4. Normalise the sex chat
“Sex is a huge area of insecurity, like everything else in your child’s life and it won’t change as an adult, if you don’t address this early on. I encourage people to talk about sex more honestly and openly, both in the public domain, such as in schools and within families, and privately in relationships.”
5. Address porn
“People want be good in bed, but take their cues from porn. The fact of the matter is; kids are going to learn about sex from porn. In the digital world we live in, children will inevitably stumble across it. The average age a child is first exposed to porn is eight. A recent study even suggested this has dropped to six years of age. So not only can you not start talking about sex too early, you can’t start talking about porn too early. When you start the discussion, you just need to say: “TV show or movie sex is shown as entertainment and what you see in pornography is the same. It isn’t real.” Because of the internet we simply cannot go around acting like sex and pornography like we previously have. At MakeLoveNotPorn we’re pro sex, pro porn, but pro knowing the difference.”

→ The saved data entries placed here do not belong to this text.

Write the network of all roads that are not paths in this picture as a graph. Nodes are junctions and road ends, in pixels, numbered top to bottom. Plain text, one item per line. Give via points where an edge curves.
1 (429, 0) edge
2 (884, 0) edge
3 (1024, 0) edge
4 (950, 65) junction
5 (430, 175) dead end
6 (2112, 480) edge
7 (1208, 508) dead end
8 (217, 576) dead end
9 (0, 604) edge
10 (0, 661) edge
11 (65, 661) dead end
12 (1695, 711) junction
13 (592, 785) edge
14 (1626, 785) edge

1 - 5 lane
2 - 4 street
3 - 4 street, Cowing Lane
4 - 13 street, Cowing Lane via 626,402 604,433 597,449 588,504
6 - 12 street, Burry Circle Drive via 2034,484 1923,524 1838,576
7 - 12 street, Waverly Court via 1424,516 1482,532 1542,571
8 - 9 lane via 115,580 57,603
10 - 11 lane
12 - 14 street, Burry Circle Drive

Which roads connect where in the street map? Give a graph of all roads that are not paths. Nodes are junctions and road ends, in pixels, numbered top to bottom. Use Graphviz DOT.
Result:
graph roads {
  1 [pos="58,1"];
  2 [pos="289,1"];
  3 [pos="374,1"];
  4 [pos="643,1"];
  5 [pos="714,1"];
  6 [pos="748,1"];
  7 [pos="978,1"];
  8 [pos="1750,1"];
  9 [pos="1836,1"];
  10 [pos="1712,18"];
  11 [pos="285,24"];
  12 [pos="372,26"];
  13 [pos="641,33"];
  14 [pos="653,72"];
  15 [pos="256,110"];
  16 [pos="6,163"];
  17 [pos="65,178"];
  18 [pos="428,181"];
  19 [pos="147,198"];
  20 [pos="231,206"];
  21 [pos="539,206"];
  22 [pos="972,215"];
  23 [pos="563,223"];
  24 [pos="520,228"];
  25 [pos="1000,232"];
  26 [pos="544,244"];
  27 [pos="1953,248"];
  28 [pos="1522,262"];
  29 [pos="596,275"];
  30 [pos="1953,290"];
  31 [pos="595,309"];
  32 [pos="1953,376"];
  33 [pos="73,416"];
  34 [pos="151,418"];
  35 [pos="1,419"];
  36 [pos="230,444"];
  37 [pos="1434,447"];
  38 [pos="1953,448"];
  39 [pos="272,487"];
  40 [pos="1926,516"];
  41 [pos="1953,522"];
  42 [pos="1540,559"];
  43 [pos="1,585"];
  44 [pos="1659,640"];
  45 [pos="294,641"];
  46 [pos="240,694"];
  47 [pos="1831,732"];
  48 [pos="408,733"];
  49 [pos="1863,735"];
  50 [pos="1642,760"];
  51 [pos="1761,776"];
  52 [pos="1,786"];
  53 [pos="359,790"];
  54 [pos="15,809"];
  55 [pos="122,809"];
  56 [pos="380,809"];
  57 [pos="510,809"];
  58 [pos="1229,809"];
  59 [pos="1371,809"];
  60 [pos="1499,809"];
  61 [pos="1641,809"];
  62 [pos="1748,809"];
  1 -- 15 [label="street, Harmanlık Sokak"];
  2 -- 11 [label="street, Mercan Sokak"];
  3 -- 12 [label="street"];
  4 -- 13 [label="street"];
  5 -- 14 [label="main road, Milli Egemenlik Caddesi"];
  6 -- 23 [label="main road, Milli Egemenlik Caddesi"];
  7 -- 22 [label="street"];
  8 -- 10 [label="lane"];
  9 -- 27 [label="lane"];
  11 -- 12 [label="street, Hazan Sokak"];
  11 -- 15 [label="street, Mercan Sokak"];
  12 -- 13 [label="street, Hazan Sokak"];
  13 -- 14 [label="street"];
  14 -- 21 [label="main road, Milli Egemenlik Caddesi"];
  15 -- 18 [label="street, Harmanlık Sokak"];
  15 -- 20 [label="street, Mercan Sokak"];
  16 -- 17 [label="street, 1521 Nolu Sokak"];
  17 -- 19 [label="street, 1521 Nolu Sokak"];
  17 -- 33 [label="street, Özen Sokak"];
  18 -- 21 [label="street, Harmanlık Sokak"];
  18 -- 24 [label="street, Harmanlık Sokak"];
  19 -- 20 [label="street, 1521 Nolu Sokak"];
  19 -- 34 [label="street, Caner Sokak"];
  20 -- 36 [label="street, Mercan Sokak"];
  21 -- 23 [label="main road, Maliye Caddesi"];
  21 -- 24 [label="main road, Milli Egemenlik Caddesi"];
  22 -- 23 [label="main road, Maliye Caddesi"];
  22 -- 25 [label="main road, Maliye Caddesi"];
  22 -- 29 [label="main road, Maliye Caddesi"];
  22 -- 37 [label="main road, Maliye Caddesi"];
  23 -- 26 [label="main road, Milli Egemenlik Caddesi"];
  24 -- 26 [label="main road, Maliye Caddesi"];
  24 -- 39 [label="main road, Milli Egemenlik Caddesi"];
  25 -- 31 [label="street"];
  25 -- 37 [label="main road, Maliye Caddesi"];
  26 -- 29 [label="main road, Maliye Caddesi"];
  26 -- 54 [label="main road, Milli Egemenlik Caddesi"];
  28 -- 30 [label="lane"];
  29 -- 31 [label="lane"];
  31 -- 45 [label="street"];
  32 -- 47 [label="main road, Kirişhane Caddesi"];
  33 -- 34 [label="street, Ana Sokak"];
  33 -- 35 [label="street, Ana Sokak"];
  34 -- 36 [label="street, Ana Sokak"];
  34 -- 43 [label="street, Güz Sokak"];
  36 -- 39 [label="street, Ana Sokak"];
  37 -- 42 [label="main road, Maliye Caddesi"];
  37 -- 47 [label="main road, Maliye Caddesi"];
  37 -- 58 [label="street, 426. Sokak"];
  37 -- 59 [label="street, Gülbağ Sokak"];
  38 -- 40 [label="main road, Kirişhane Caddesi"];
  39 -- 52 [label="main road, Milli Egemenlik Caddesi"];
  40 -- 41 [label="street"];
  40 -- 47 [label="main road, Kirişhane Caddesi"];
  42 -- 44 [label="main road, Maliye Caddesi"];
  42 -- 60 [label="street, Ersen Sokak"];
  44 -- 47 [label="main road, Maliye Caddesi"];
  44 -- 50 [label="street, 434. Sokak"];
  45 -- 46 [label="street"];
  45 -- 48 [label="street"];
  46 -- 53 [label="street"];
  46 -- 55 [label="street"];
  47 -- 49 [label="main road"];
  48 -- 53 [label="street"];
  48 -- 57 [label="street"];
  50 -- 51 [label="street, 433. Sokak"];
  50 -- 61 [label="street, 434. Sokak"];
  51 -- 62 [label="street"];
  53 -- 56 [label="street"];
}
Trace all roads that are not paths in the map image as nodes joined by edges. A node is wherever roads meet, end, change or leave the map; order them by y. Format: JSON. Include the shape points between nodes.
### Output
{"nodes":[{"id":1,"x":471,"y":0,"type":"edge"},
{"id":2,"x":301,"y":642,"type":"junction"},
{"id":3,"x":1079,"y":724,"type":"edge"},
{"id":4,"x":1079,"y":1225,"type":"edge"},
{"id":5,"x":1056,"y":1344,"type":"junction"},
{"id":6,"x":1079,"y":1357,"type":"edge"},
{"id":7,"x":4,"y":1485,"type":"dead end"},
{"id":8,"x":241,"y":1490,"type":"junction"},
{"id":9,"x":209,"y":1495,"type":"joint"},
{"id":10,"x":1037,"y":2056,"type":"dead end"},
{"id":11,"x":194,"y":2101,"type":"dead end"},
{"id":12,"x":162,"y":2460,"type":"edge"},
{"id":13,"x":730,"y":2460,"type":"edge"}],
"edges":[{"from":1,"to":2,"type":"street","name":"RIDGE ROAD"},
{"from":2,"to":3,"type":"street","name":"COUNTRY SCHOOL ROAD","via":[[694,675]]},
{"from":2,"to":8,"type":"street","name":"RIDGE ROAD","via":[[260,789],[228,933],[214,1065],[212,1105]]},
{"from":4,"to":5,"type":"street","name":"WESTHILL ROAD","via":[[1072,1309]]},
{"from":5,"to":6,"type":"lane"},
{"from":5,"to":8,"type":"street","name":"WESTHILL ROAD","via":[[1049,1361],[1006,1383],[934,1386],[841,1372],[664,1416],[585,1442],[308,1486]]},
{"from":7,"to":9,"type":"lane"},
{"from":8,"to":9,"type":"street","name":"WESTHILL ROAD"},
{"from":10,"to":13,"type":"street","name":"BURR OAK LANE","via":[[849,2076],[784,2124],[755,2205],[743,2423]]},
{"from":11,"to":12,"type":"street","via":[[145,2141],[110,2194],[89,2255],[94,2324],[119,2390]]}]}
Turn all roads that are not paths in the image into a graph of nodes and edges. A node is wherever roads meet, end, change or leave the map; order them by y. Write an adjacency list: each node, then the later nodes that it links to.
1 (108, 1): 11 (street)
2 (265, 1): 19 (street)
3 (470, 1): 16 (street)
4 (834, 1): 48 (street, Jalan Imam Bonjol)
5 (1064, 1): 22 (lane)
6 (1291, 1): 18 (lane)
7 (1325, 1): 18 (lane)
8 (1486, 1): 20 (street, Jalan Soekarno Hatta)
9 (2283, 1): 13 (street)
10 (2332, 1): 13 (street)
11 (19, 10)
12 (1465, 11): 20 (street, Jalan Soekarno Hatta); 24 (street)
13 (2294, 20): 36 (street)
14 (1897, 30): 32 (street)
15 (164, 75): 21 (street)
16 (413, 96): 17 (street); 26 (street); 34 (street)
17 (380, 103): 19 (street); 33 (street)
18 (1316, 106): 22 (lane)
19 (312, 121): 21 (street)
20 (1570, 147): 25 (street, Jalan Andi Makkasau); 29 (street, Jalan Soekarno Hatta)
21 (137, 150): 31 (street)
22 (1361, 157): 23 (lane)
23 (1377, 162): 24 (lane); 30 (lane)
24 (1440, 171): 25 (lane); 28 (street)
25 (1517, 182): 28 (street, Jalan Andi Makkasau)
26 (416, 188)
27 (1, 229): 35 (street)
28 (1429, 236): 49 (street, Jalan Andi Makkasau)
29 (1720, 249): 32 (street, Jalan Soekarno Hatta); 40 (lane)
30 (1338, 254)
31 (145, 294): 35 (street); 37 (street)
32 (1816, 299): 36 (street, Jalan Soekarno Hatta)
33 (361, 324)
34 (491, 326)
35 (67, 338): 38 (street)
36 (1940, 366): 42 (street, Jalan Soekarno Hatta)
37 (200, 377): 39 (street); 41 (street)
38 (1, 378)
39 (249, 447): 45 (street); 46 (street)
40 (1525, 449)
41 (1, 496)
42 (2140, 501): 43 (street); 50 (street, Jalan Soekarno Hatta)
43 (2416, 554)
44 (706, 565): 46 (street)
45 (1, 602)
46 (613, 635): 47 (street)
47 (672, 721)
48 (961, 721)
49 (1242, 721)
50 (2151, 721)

Did you know: According a University of Kent study, the growing expectation among men that real-life sex ought to be just like carefully orchestrated pornography is placing so much pressure on women to be perfect that they’re losing their libido because of the stress.
6. Talk about trust
“The action isn’t trying to stop the sexting, as that just won’t work, it boils down to trust. You need to talk about how trust is one thing that characterises a happy, healthy relationship and it’s a good idea to wait to share something with someone until you’ve built that trust. However someone chooses to have sex, it’s about mutual trust and satisfaction.”
7. Beware of double standards
“Our prudishness around sex does not teach girls to own their sexuality. There’s enormous double standards in our society. One important part of conversation is enabling girls to stand up for themselves and not just do what the boys want. At the same time, we should encourage boys to own their sexuality in a way that is right for them. Women enjoy sex just as men, and men enjoy romance as much as women.”
8. Make condom use seem appealing
“We have a whole section dedicated to eroticising condom usage. The gap between no condom use in porn and the rolling of a condom down a banana in schools is huge. We need creative ideas for the awkward condom moments we all go through. Not only do condoms not get in the way of great sex, they can be an integral part of great sex. When we are able to showcase hot, arousing ways to introduce condoms, you will see much more safe sex, much less transmission of STDs and unwanted pregnancies.”